Various species of the whale order (Cetacea) are found all over the world: they live in both cold arctic seas and warm tropical waters. So, where did these neat creatures come to our planet? Some Northern epics explain it as follows: After completing the ocean, the creator of the world wanted to place the largest and most beautiful creature in it. Thus, whales came to our world. In other myths, whales are depicted as scary monsters. According to scientists, the ancestors of whales lived on land about 70 million years ago and gradually evolved to live in water.

Beluga whales (Beluga) are the only species of the genus Delphinapterus within the family Monodontidae of the order Cetacea. The other name of the species, Leucas, means "white". Belugas generally live in arctic and subarctic seas, but sometimes enter large rivers. This shows that belugas are suitable for living in both cold sea waters and warmer fresh waters.

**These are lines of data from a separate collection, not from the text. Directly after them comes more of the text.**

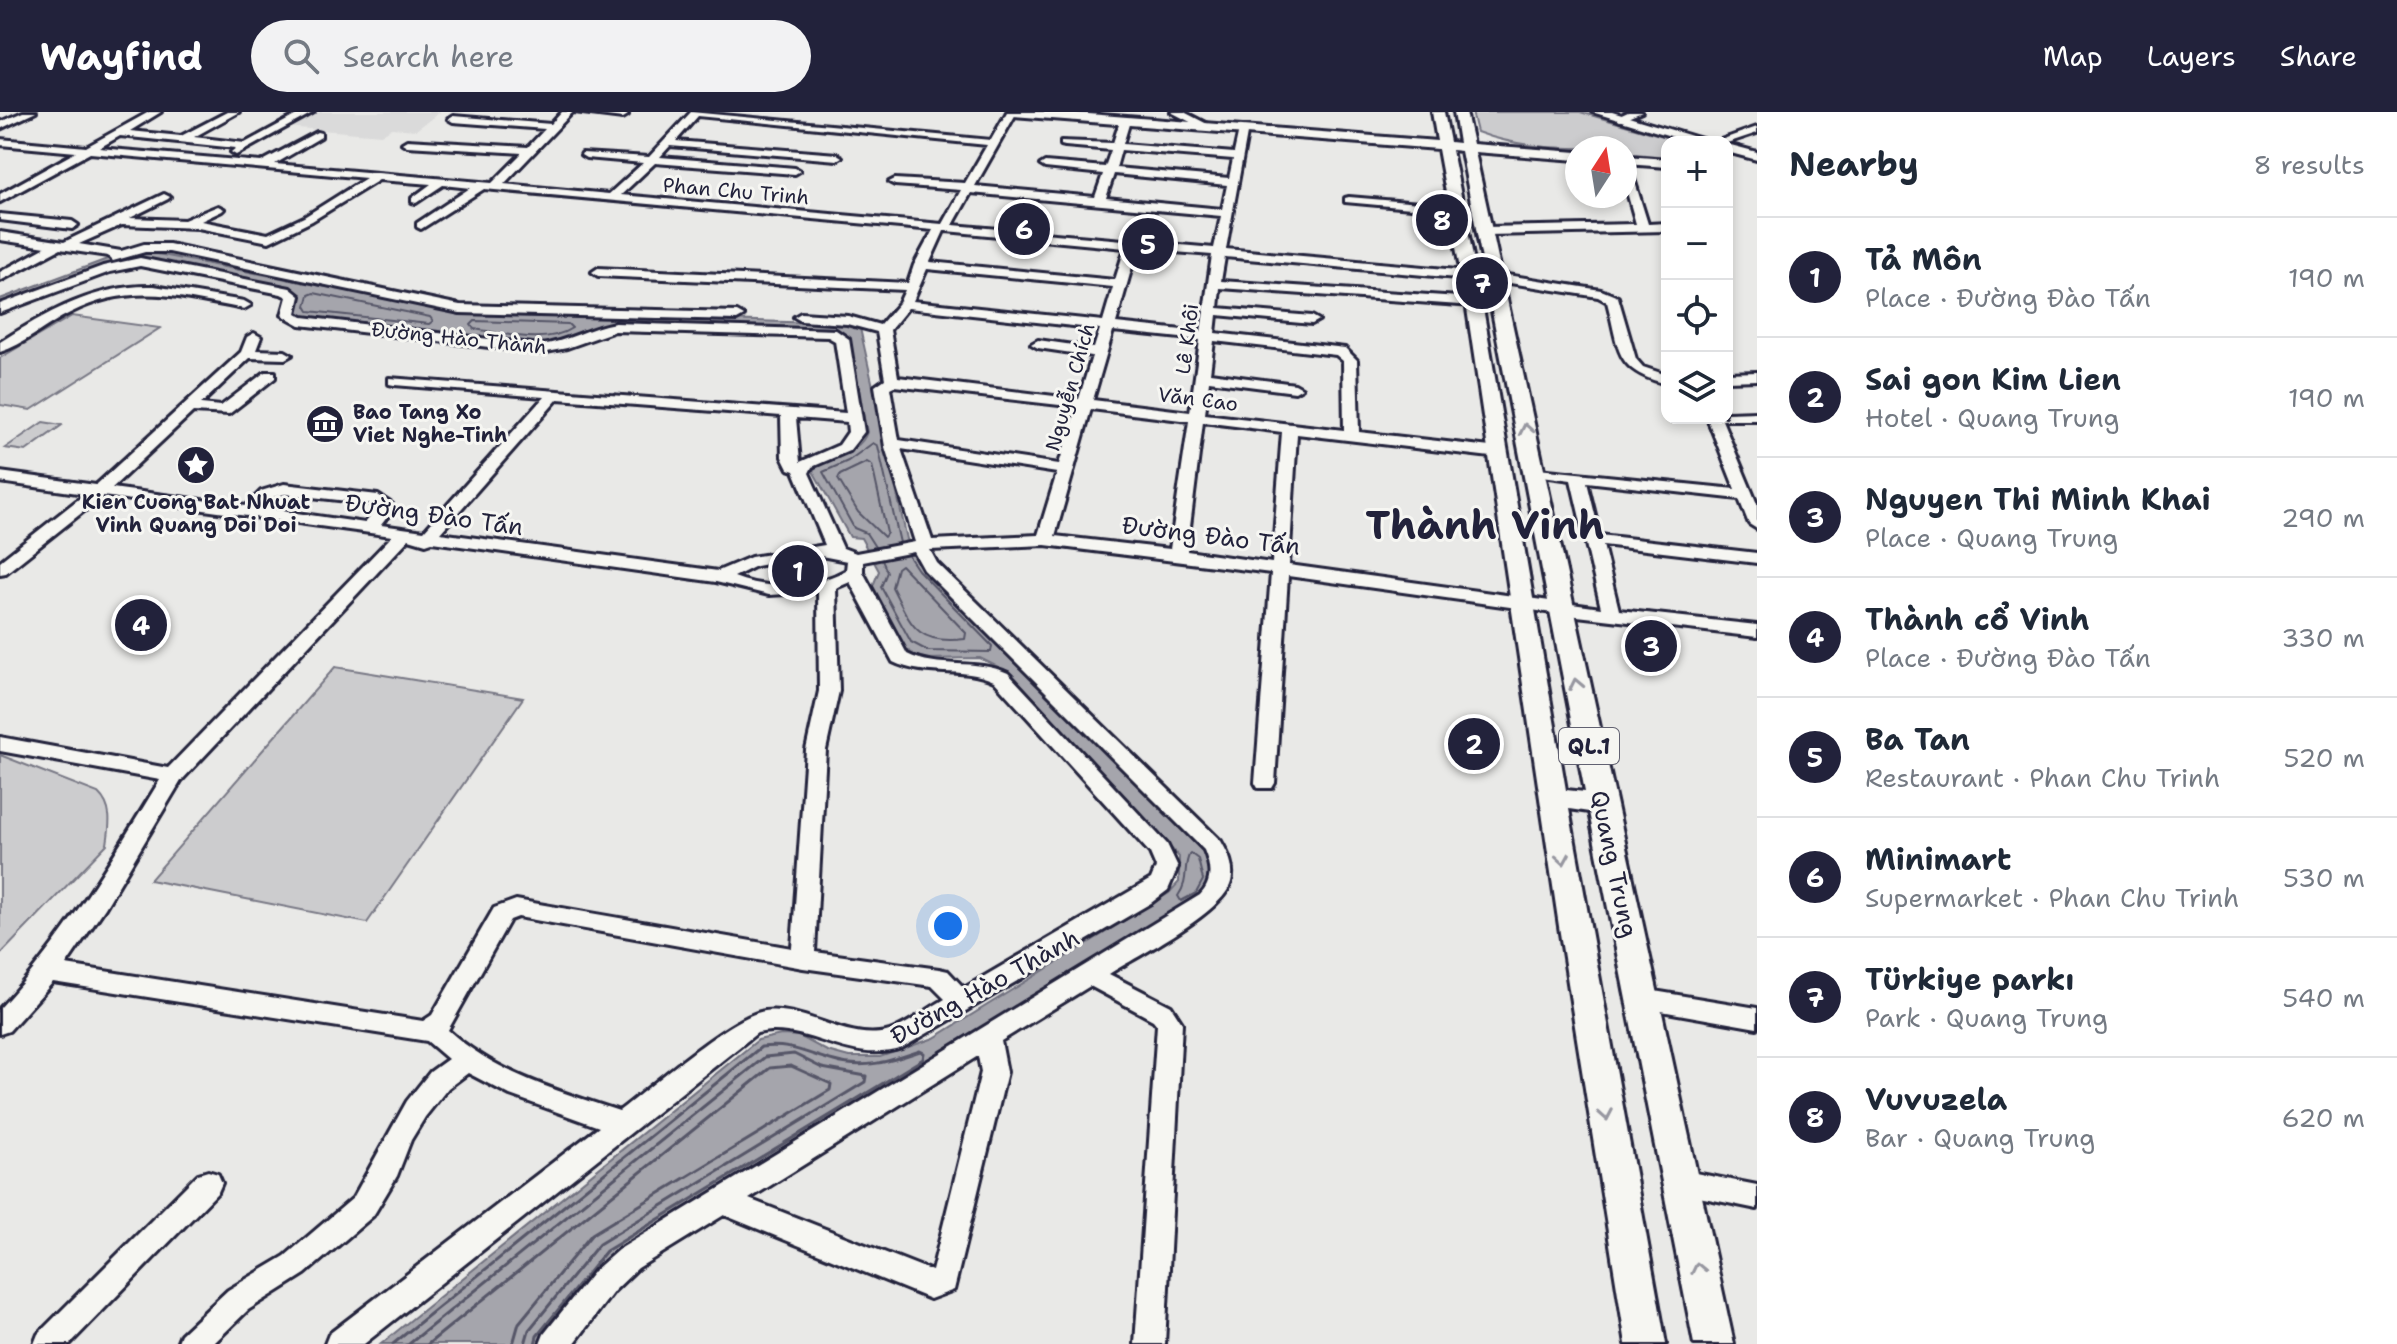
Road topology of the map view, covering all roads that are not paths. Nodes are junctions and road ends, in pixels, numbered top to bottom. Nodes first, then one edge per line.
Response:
1 (31, 112) edge
2 (156, 112) edge
3 (234, 112) edge
4 (276, 112) edge
5 (568, 112) edge
6 (579, 112) edge
7 (1013, 112) edge
8 (1176, 112) edge
9 (1460, 112) edge
10 (1598, 112) edge
11 (1637, 112) edge
12 (306, 113) edge
13 (623, 115) dead end
14 (693, 115) edge
15 (1620, 118) junction
16 (453, 119) dead end
17 (1125, 121) junction
18 (0, 126) edge
19 (554, 127) junction
20 (1208, 127) junction
21 (1244, 130) junction
22 (1757, 130) edge
23 (120, 133) junction
24 (1447, 133) edge
25 (317, 135) dead end
26 (1684, 136) edge
27 (1733, 138) edge
28 (182, 139) junction
29 (1382, 141) junction
30 (0, 142) edge
31 (407, 143) dead end
32 (668, 143) junction
33 (994, 143) junction
34 (1065, 143) dead end
35 (815, 145) dead end
36 (248, 146) junction
37 (1117, 146) junction
38 (531, 150) junction
39 (1733, 150) edge
40 (89, 151) junction
41 (1521, 152) junction
42 (586, 155) dead end
43 (806, 155) junction
44 (1565, 155) edge
45 (1238, 156) junction
46 (1757, 156) edge
47 (153, 157) junction
48 (837, 157) dead end
49 (652, 160) junction
50 (1637, 161) edge
51 (218, 162) junction
52 (1661, 163) edge
53 (1045, 165) dead end
54 (263, 166) junction
55 (795, 171) dead end
56 (1110, 171) junction
57 (1473, 175) junction
58 (376, 177) junction
59 (441, 182) junction
60 (895, 182) dead end
61 (1233, 182) junction
62 (481, 186) junction
63 (495, 187) junction
64 (968, 188) junction
65 (164, 197) dead end
66 (611, 198) junction
67 (0, 199) edge
68 (416, 200) dead end
69 (1349, 200) dead end
70 (1100, 201) junction
71 (1637, 207) edge
72 (218, 209) dead end
73 (1455, 209) junction
74 (1227, 213) junction
75 (0, 217) edge
76 (113, 222) junction
77 (187, 223) junction
78 (72, 225) dead end
79 (421, 225) dead end
80 (942, 227) junction
81 (1661, 227) edge
82 (1643, 228) junction
83 (1486, 231) junction
84 (2, 237) edge
85 (1132, 244) junction
86 (63, 245) junction
87 (1219, 252) junction
88 (119, 254) junction
89 (920, 265) junction
90 (598, 272) dead end
91 (1482, 276) junction
92 (0, 277) edge
93 (1121, 284) junction
94 (1215, 284) junction
95 (912, 287) junction
96 (0, 297) edge
97 (1474, 302) junction
98 (905, 304) junction
99 (244, 305) dead end
100 (0, 309) edge
101 (1211, 311) junction
102 (1312, 320) dead end
103 (1108, 328) junction
104 (883, 330) junction
105 (254, 337) dead end
106 (1207, 338) junction
107 (1038, 344) dead end
108 (0, 348) edge
109 (1099, 353) junction
110 (247, 354) junction
111 (285, 355) dead end
112 (270, 375) dead end
113 (1203, 376) junction
114 (1757, 376) edge
115 (1733, 377) edge
116 (1661, 378) edge
117 (394, 381) dead end
118 (892, 381) junction
119 (1295, 388) dead end
120 (553, 396) junction
121 (1086, 405) junction
122 (188, 407) junction
123 (788, 414) junction
124 (1757, 416) edge
125 (1733, 417) edge
126 (855, 418) junction
127 (1196, 419) junction
128 (1716, 424) edge
129 (1290, 430) junction
130 (1352, 437) junction
131 (892, 443) junction
132 (1499, 453) junction
133 (801, 468) junction
134 (1066, 470) junction
135 (1534, 471) junction
136 (0, 477) edge
137 (1578, 477) junction
138 (99, 491) junction
139 (1745, 495) junction
140 (248, 513) junction
141 (1757, 524) edge
142 (367, 530) junction
143 (403, 535) junction
144 (426, 539) junction
145 (1593, 539) junction
146 (1045, 540) junction
147 (920, 546) junction
148 (836, 551) junction
149 (1178, 555) junction
150 (1757, 558) edge
151 (858, 562) junction
152 (0, 569) edge
153 (1281, 569) junction
154 (720, 577) junction
155 (827, 584) junction
156 (1523, 603) junction
157 (1560, 609) junction
158 (1611, 614) junction
159 (1757, 631) edge
160 (0, 744) edge
161 (173, 776) junction
162 (1265, 783) dead end
163 (1554, 798) junction
164 (1602, 804) junction
165 (803, 959) junction
166 (48, 972) junction
167 (1089, 974) junction
168 (1642, 999) junction
169 (963, 1002) junction
170 (1757, 1018) edge
171 (0, 1024) edge
172 (432, 1030) junction
173 (988, 1037) junction
174 (467, 1059) junction
175 (620, 1123) junction
176 (1680, 1182) junction
177 (208, 1183) dead end
178 (1757, 1197) edge
179 (724, 1202) junction
180 (49, 1344) edge
181 (192, 1344) edge
182 (340, 1344) edge
183 (555, 1344) edge
184 (1150, 1344) edge
185 (1646, 1344) edge
186 (1714, 1344) edge

1 - 18 street
2 - 23 street
3 - 28 street
4 - 12 street
5 - 19 street
6 - 13 street
7 - 17 main road
7 - 33 street
8 - 20 street
9 - 24 main road, QL.1
10 - 15 main road
11 - 15 street
12 - 36 street
14 - 32 street
14 - 33 street
15 - 26 main road
16 - 19 street
17 - 20 main road
17 - 37 street
19 - 38 street
20 - 21 main road
21 - 29 main road
21 - 45 street, Lê Khôi
22 - 27 street
23 - 28 street
23 - 40 street
24 - 29 main road
24 - 29 main road
24 - 41 main road
24 - 57 main road, Quang Trung / QL.1
24 - 73 main road, Quang Trung / QL.1
25 - 54 street
28 - 36 street
28 - 47 street
30 - 40 street, Phan Chu Trinh
31 - 38 street
32 - 43 street
32 - 49 street
33 - 64 street
34 - 37 street
35 - 43 street
36 - 51 street
37 - 45 street
37 - 56 street
38 - 63 street
39 - 46 main road
40 - 47 street, Phan Chu Trinh
40 - 67 street
41 - 44 main road
41 - 57 main road
42 - 49 street
43 - 48 street
45 - 61 street, Lê Khôi
47 - 51 street, Phan Chu Trinh
49 - 55 street
49 - 66 street
50 - 52 main road
51 - 54 street, Phan Chu Trinh
53 - 56 street
54 - 58 street, Phan Chu Trinh
56 - 61 street
56 - 70 street
57 - 83 main road, Quang Trung / QL.1
58 - 59 street, Phan Chu Trinh
58 - 77 street
59 - 62 street, Phan Chu Trinh
59 - 68 street
60 - 64 street
61 - 74 street, Lê Khôi
62 - 63 street, Phan Chu Trinh
62 - 79 street
63 - 66 street, Phan Chu Trinh
64 - 70 street
64 - 80 street
65 - 76 street
66 - 80 street, Phan Chu Trinh
69 - 73 street
70 - 74 street
71 - 82 street
72 - 77 street
73 - 91 main road, Quang Trung / QL.1
74 - 87 street, Lê Khôi
75 - 78 street
76 - 77 street
76 - 86 street
80 - 85 street, Phan Chu Trinh
80 - 89 street
81 - 82 street
82 - 83 street
83 - 91 main road, Quang Trung / QL.1
84 - 86 street
85 - 87 street, Phan Chu Trinh
85 - 93 street, Nguyễn Chích
86 - 88 street
86 - 92 street
87 - 91 street, Phan Chu Trinh
87 - 94 street, Lê Khôi
88 - 96 street
88 - 104 street
89 - 93 street
89 - 95 street
90 - 95 street
91 - 97 main road, Quang Trung / QL.1
91 - 116 street, Phan Chu Trinh
135 -> 91 main road, Quang Trung / QL.1
93 - 103 street, Nguyễn Chích
94 - 97 street
94 - 101 street, Lê Khôi
95 - 98 street
97 - 132 main road, Quang Trung / QL.1
98 - 103 street
98 - 104 street
99 - 108 street
100 - 126 street, Đường Hào Thành
101 - 102 street
101 - 106 street, Lê Khôi
103 - 106 street
103 - 109 street, Nguyễn Chích
104 - 118 street
105 - 110 street
106 - 113 street, Lê Khôi
106 - 130 street
107 - 109 street
109 - 121 street, Nguyễn Chích
110 - 111 street
110 - 122 street
112 - 122 street
113 - 119 street
113 - 127 street, Lê Khôi
114 - 115 street
117 - 120 street
118 - 121 street, Văn Cao
118 - 131 street
120 - 123 street
120 - 144 street
121 - 127 street, Văn Cao
121 - 134 street, Nguyễn Chích
122 - 138 street
123 - 126 street
123 - 133 street
124 - 125 street
126 - 133 street
127 - 129 street, Văn Cao
127 - 149 street, Lê Khôi
128 - 139 street
129 - 130 street, Văn Cao
129 - 153 street
130 - 132 street, Văn Cao
131 - 134 street
131 - 147 street
132 - 156 main road, Quang Trung / QL.1
133 - 148 street
134 - 146 street, Nguyễn Chích
135 - 137 street
135 - 157 main road, Quang Trung / QL.1
136 - 138 street, Đường Đào Tấn
137 - 139 street
137 - 145 street
138 - 140 street, Đường Đào Tấn
138 - 152 street
139 - 141 street
140 - 142 street, Đường Đào Tấn
140 - 142 street
142 - 143 street, Đường Đào Tấn
143 - 144 street, Đường Đào Tấn
143 - 161 street
144 - 154 street, Đường Đào Tấn
145 - 150 street
145 - 158 street
146 - 147 street, Đường Đào Tấn
146 - 149 street, Đường Đào Tấn
147 - 151 street, Đường Đào Tấn
147 - 167 street
148 - 151 street, Đường Đào Tấn
148 - 154 street, Đường Đào Tấn
149 - 153 street, Đường Đào Tấn
151 - 155 street, Đường Đào Tấn
151 - 169 street, Đường Hào Thành
153 - 156 street, Đường Đào Tấn
153 - 162 street
154 - 155 street, Đường Đào Tấn
155 - 165 street
156 - 157 street, Đường Đào Tấn
156 - 163 main road, Quang Trung / QL.1
157 - 158 street, Đường Đào Tấn
164 -> 157 main road, Quang Trung / QL.1
158 - 159 street, Đường Đào Tấn
160 - 161 street
161 - 166 street
163 - 164 main road
163 -> 185 main road, Quang Trung / QL.1
164 - 168 main road, Quang Trung / QL.1
165 - 169 street
165 - 172 street
166 - 171 street
166 - 172 street
167 - 173 street
167 - 184 street
168 - 170 street
168 - 176 main road, Quang Trung / QL.1
169 - 175 street, Đường Hào Thành
172 - 174 street
173 - 179 street
173 - 179 street
174 - 175 street
174 - 181 street
175 - 182 street, Đường Hào Thành
176 - 178 street
186 -> 176 main road, Quang Trung / QL.1
177 - 180 street
179 - 183 street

Male belugas are on average 3.4 - 4.6 m long and weigh approximately 1500 kg. Female belugas are slightly shorter and lighter. Its body is spindle-shaped, which makes it easier to swim in water. The difference between belugas and other dolphins is that they do not have a dorsal fin. Instead of a dorsal fin, it has a protrusion in the same anatomical area. Scientists offer an evolutionary explanation for the development of a dorsal protrusion instead of a dorsal fin, as adaptation to under-ice environments or as a possible way of preserving heat. Again, a feature not found in any other whale, the cervical vertebrae of belugas are not fused together and the animal can partially move its head sideways and up and down. This feature makes it easier for belugas to hunt fish on the seabed, and at the same time, they break the ice that holds the surface of the water by lifting their heads and pressing it, helping them to get out from under the ice.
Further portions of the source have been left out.